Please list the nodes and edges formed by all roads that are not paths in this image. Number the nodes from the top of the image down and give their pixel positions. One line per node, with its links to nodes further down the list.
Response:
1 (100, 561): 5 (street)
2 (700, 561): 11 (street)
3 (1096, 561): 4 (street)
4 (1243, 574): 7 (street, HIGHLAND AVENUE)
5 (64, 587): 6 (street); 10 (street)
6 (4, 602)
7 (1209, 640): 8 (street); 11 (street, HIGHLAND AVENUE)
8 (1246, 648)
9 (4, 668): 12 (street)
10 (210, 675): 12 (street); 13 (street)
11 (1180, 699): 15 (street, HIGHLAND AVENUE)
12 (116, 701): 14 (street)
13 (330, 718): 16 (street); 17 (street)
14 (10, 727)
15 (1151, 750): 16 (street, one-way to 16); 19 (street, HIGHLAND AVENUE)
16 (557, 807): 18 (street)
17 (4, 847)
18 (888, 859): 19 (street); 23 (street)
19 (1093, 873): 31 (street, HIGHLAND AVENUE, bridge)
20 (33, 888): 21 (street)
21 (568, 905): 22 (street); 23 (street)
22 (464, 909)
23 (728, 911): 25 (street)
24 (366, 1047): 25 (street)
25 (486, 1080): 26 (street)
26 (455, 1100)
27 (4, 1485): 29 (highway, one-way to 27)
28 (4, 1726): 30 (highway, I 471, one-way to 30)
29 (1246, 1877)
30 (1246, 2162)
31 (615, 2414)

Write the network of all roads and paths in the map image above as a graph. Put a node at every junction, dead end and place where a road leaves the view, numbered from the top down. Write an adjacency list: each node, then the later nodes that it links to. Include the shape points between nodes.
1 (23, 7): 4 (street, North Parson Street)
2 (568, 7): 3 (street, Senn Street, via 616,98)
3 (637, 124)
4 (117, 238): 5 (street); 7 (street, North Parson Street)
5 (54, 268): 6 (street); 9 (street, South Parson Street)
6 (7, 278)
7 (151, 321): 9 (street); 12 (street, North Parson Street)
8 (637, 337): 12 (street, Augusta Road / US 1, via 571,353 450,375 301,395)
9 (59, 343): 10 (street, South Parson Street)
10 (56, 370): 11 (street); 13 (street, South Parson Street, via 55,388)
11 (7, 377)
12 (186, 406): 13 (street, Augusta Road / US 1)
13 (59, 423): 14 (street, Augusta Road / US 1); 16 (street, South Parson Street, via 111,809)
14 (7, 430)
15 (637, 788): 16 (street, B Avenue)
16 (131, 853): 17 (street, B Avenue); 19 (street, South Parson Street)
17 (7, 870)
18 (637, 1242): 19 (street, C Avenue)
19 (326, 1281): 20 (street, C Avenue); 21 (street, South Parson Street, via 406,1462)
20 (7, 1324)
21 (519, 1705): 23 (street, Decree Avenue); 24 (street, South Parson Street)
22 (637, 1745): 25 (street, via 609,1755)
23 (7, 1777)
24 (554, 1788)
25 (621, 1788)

-=-=-=-=-

### What the task asks
All of the material is to be given again exactly.

### Answer section
Please list the nodes and edges formed by all roads that are not paths in this image. Number the nodes from the top of the image down and give their pixel positions. One line per node, with its links to nodes further down the list.
Response:
1 (100, 561): 5 (street)
2 (700, 561): 11 (street)
3 (1096, 561): 4 (street)
4 (1243, 574): 7 (street, HIGHLAND AVENUE)
5 (64, 587): 6 (street); 10 (street)
6 (4, 602)
7 (1209, 640): 8 (street); 11 (street, HIGHLAND AVENUE)
8 (1246, 648)
9 (4, 668): 12 (street)
10 (210, 675): 12 (street); 13 (street)
11 (1180, 699): 15 (street, HIGHLAND AVENUE)
12 (116, 701): 14 (street)
13 (330, 718): 16 (street); 17 (street)
14 (10, 727)
15 (1151, 750): 16 (street, one-way to 16); 19 (street, HIGHLAND AVENUE)
16 (557, 807): 18 (street)
17 (4, 847)
18 (888, 859): 19 (street); 23 (street)
19 (1093, 873): 31 (street, HIGHLAND AVENUE, bridge)
20 (33, 888): 21 (street)
21 (568, 905): 22 (street); 23 (street)
22 (464, 909)
23 (728, 911): 25 (street)
24 (366, 1047): 25 (street)
25 (486, 1080): 26 (street)
26 (455, 1100)
27 (4, 1485): 29 (highway, one-way to 27)
28 (4, 1726): 30 (highway, I 471, one-way to 30)
29 (1246, 1877)
30 (1246, 2162)
31 (615, 2414)

Write the network of all roads and paths in the map image above as a graph. Put a node at every junction, dead end and place where a road leaves the view, numbered from the top down. Write an adjacency list: each node, then the later nodes that it links to. Include the shape points between nodes.
1 (23, 7): 4 (street, North Parson Street)
2 (568, 7): 3 (street, Senn Street, via 616,98)
3 (637, 124)
4 (117, 238): 5 (street); 7 (street, North Parson Street)
5 (54, 268): 6 (street); 9 (street, South Parson Street)
6 (7, 278)
7 (151, 321): 9 (street); 12 (street, North Parson Street)
8 (637, 337): 12 (street, Augusta Road / US 1, via 571,353 450,375 301,395)
9 (59, 343): 10 (street, South Parson Street)
10 (56, 370): 11 (street); 13 (street, South Parson Street, via 55,388)
11 (7, 377)
12 (186, 406): 13 (street, Augusta Road / US 1)
13 (59, 423): 14 (street, Augusta Road / US 1); 16 (street, South Parson Street, via 111,809)
14 (7, 430)
15 (637, 788): 16 (street, B Avenue)
16 (131, 853): 17 (street, B Avenue); 19 (street, South Parson Street)
17 (7, 870)
18 (637, 1242): 19 (street, C Avenue)
19 (326, 1281): 20 (street, C Avenue); 21 (street, South Parson Street, via 406,1462)
20 (7, 1324)
21 (519, 1705): 23 (street, Decree Avenue); 24 (street, South Parson Street)
22 (637, 1745): 25 (street, via 609,1755)
23 (7, 1777)
24 (554, 1788)
25 (621, 1788)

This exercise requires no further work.